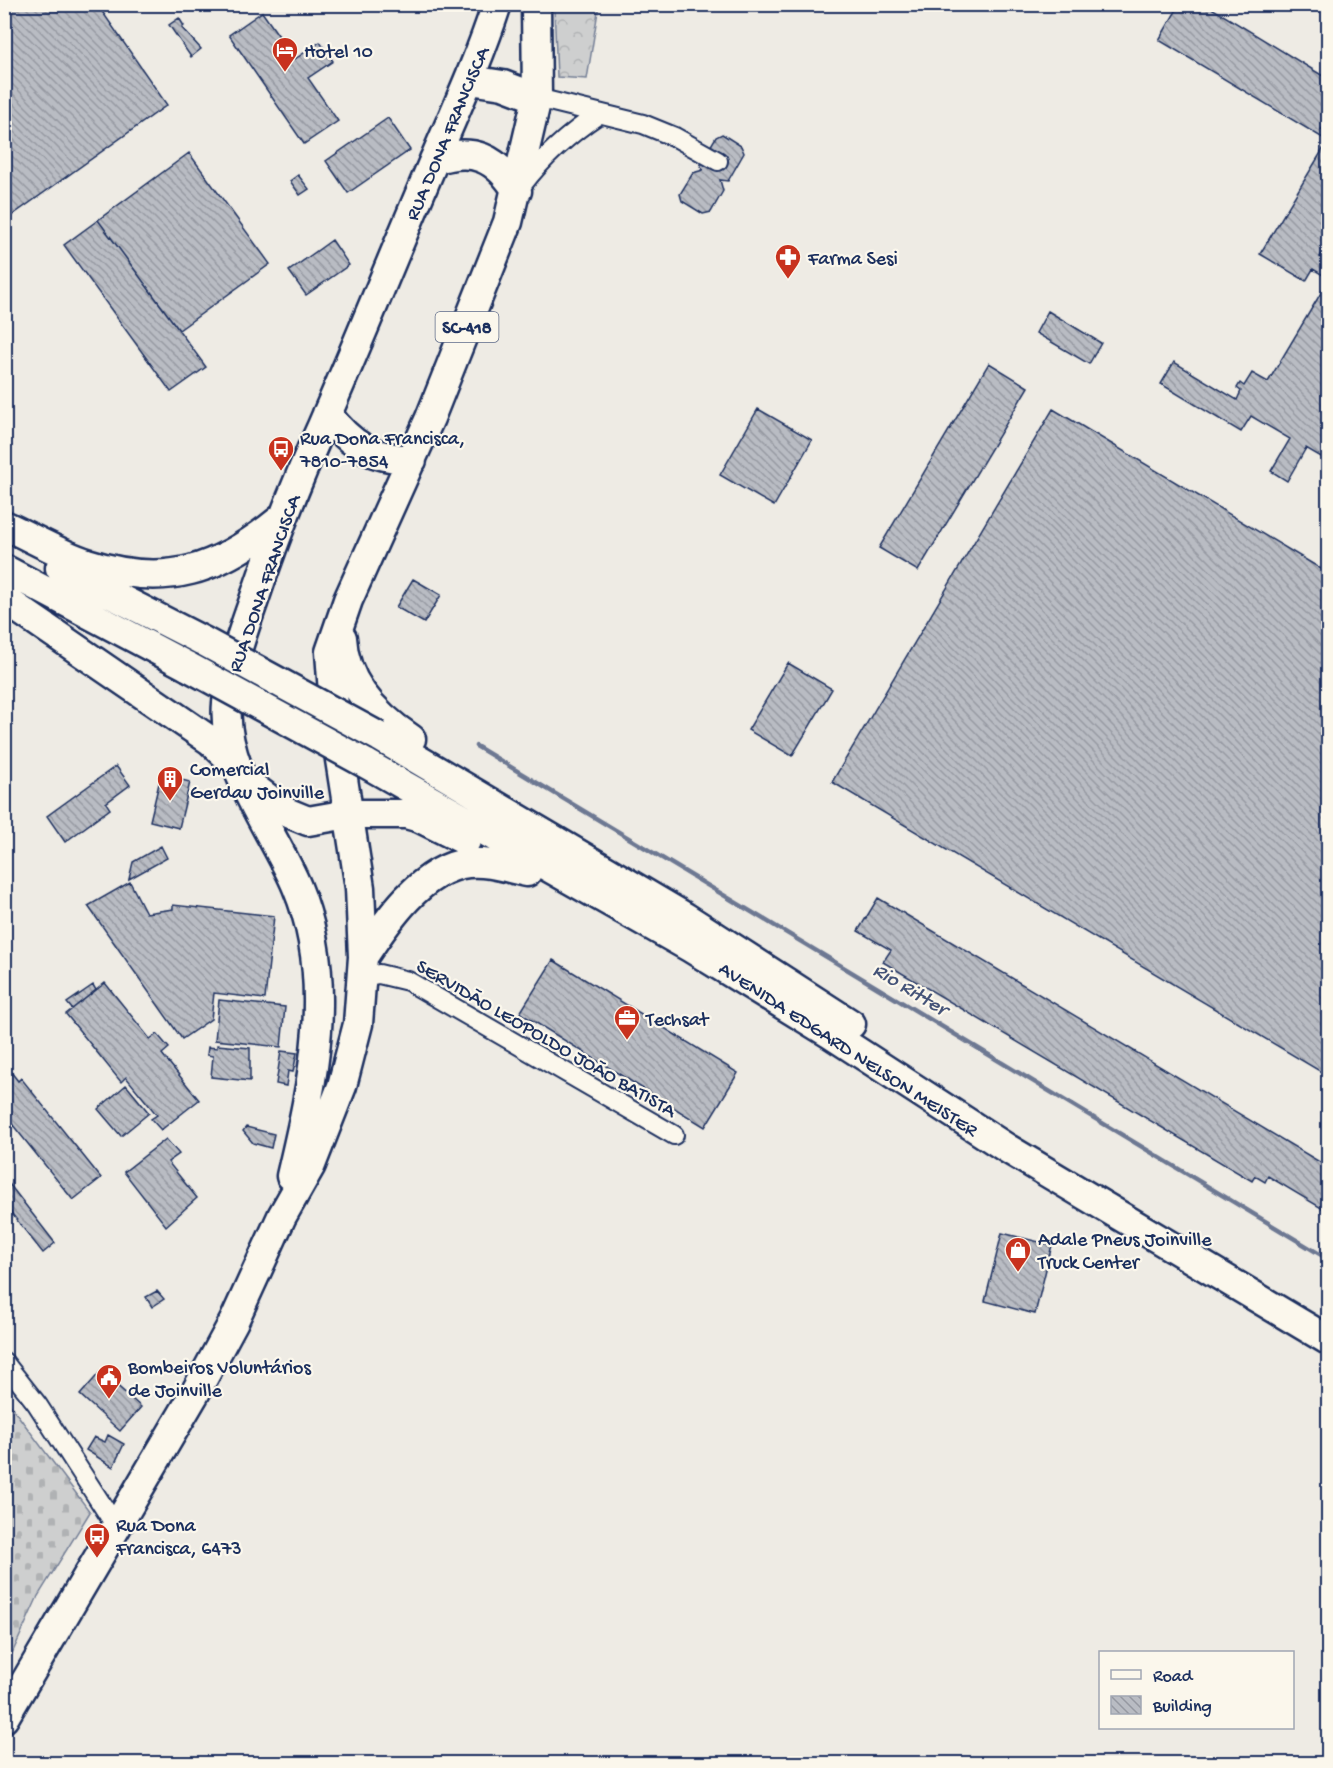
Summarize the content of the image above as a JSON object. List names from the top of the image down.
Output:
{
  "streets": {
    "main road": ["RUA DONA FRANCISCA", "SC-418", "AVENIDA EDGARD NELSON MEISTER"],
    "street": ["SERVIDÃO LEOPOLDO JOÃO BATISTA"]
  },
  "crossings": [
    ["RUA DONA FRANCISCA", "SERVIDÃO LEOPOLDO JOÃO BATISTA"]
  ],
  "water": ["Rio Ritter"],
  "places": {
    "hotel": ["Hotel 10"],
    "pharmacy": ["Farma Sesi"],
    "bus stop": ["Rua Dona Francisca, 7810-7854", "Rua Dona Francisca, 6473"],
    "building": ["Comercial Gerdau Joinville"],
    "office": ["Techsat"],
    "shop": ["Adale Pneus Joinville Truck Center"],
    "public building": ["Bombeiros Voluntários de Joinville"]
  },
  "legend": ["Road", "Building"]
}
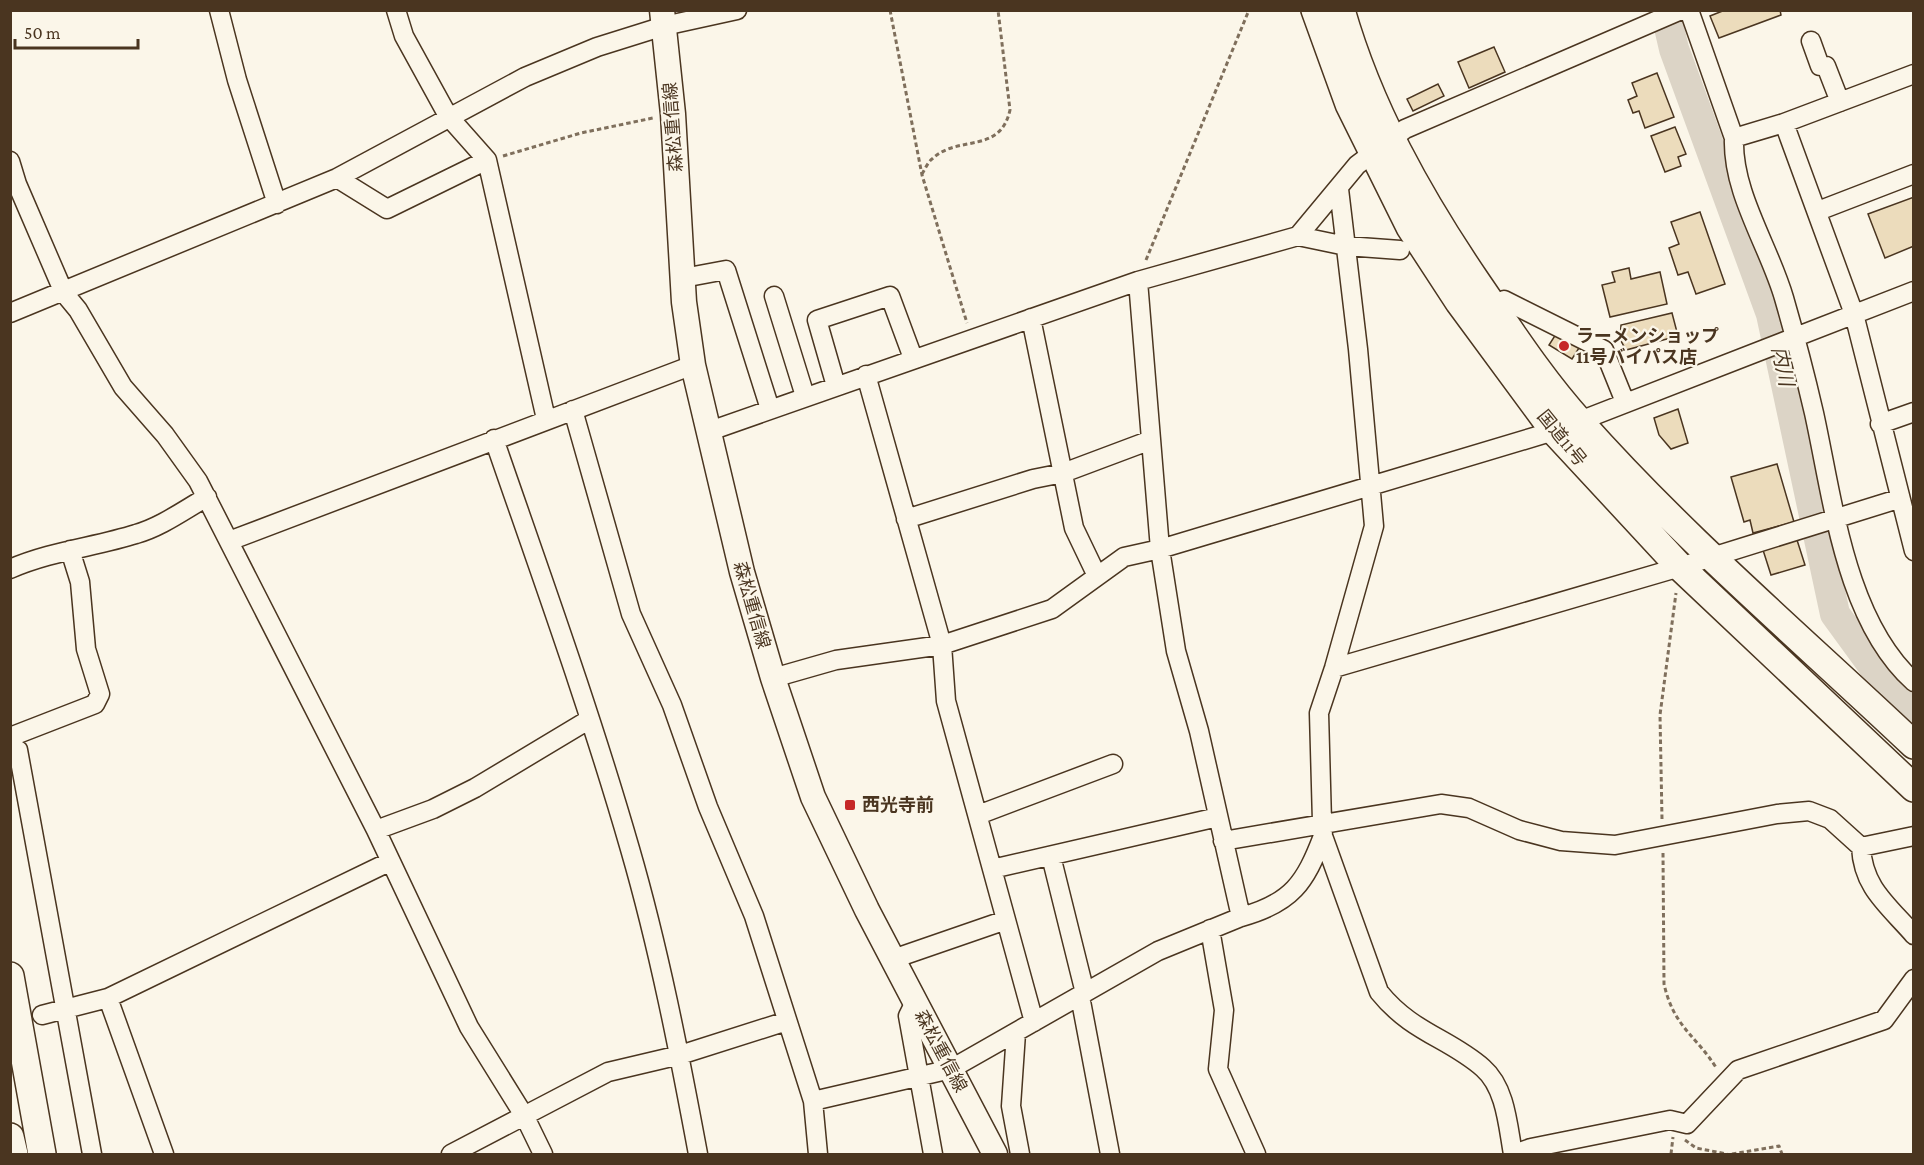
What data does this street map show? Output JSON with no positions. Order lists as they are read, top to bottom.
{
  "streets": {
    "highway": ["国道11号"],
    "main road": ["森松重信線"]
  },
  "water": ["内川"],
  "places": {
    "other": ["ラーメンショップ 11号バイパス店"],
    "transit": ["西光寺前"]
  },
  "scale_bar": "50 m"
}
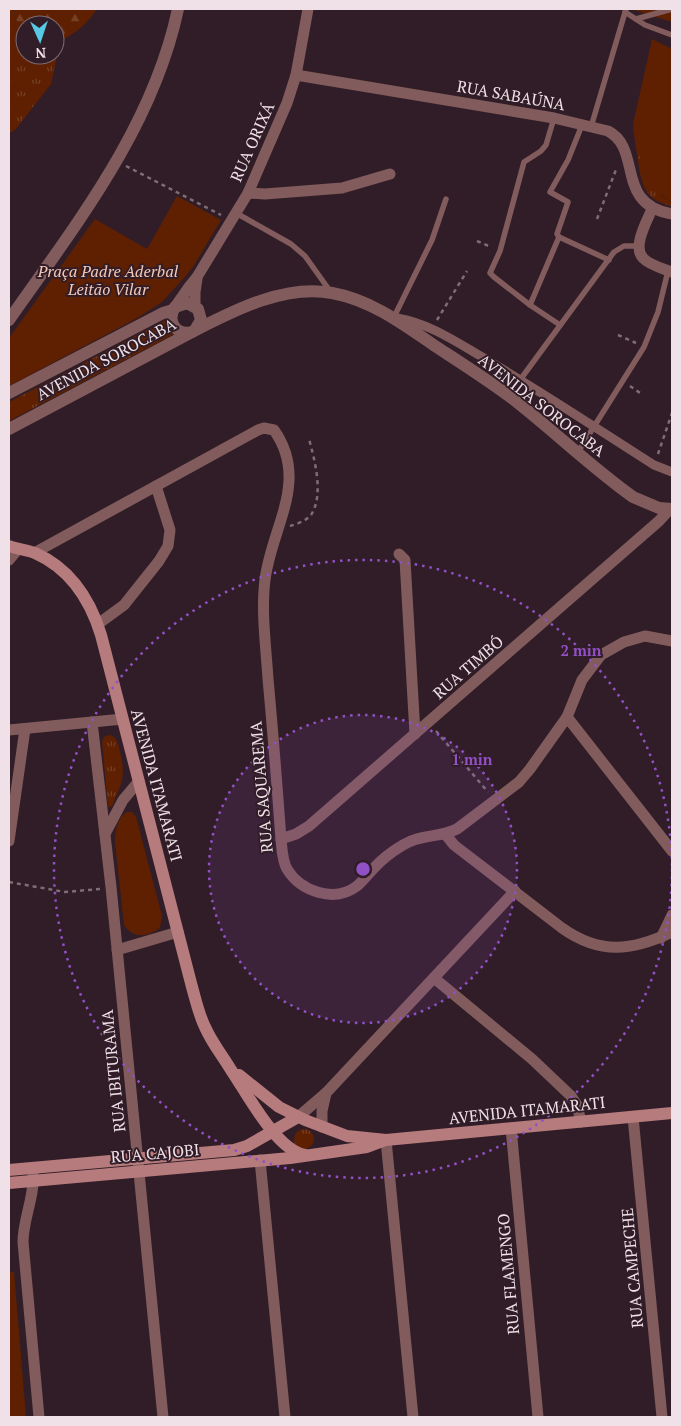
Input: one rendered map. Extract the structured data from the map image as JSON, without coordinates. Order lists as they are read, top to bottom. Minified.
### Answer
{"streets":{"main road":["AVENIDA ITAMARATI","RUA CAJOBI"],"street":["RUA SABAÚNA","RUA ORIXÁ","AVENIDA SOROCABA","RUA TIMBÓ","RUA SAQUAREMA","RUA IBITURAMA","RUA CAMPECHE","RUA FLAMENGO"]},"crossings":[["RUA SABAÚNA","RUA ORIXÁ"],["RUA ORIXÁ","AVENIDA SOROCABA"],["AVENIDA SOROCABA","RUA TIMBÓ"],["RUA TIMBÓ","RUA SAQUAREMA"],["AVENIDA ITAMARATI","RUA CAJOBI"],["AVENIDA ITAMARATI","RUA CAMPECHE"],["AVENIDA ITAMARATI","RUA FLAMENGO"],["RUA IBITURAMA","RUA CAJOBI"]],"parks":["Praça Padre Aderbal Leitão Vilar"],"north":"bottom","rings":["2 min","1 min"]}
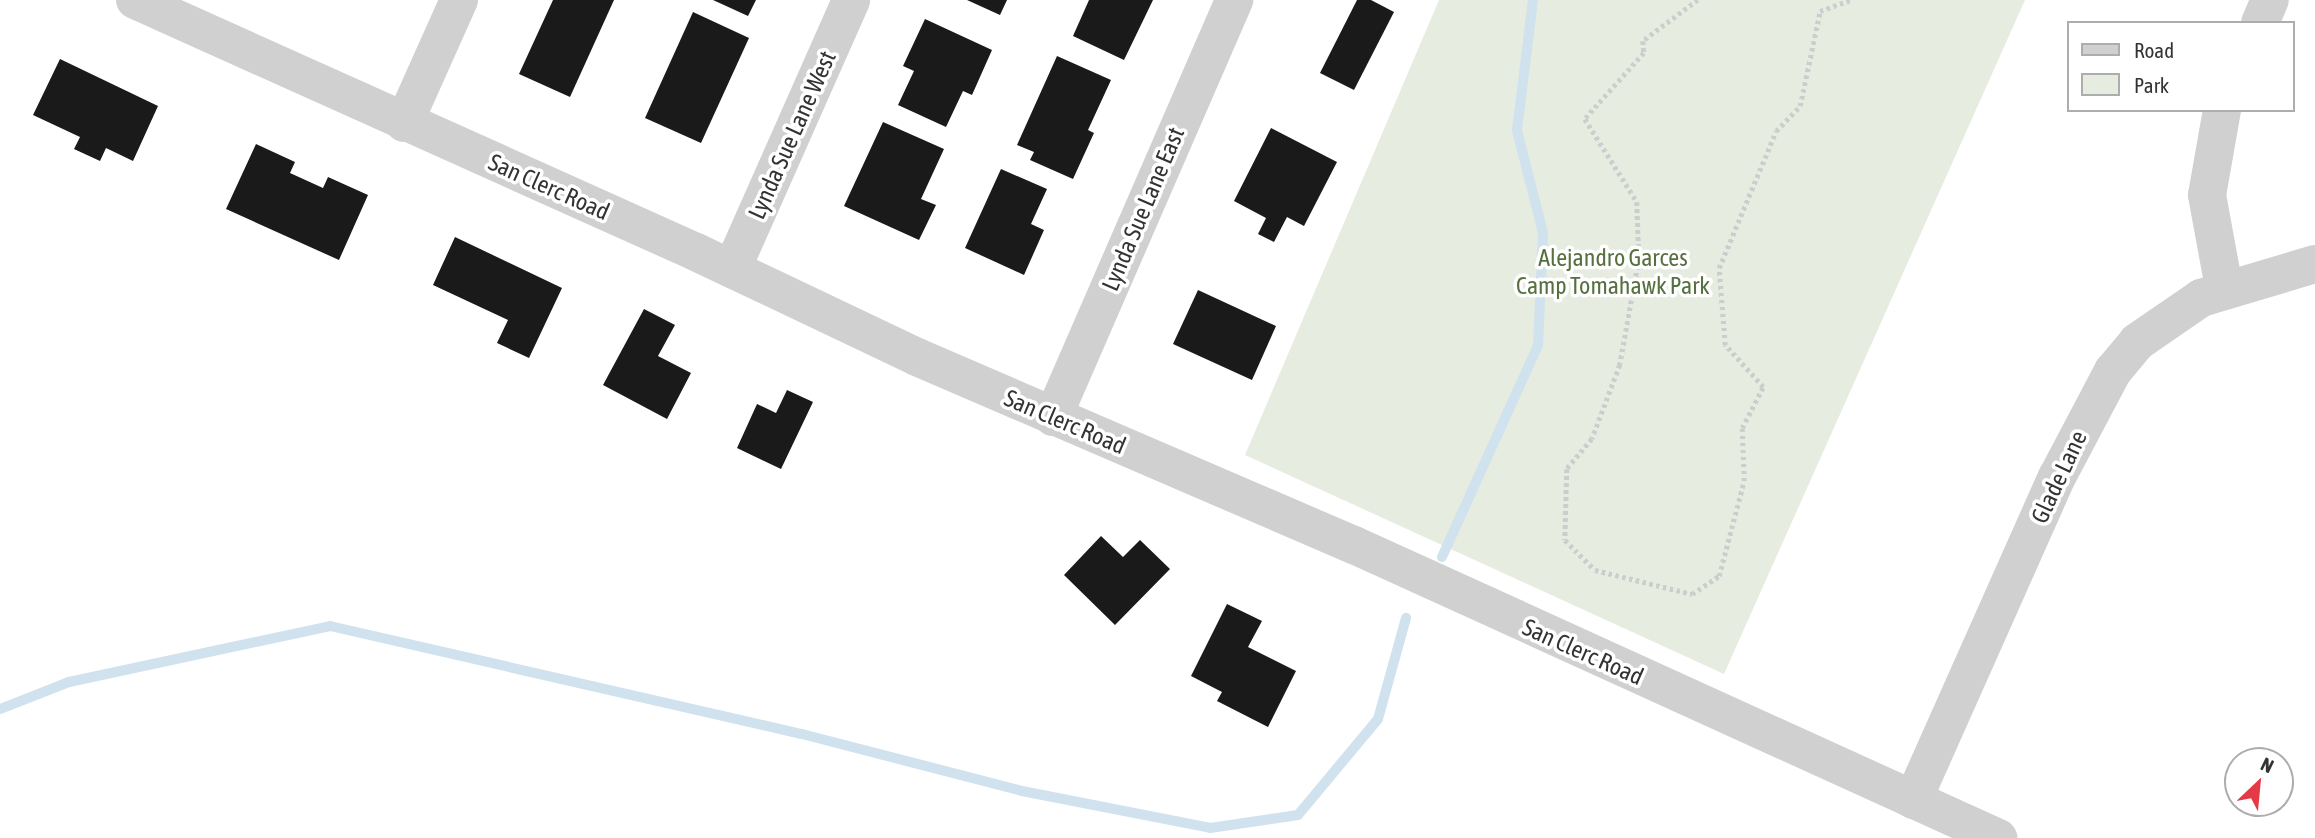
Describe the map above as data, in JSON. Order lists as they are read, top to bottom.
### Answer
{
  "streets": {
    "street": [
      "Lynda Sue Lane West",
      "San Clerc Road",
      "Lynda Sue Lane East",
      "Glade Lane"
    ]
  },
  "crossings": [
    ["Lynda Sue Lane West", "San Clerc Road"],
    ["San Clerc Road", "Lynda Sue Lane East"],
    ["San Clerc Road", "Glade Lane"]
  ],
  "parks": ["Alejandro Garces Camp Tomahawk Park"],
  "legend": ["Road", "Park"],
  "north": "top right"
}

_Exercise directions_: Where "image" occurs in a line of the data above, count that line. Give the final count and no other words.

_Solution for this problem_: 2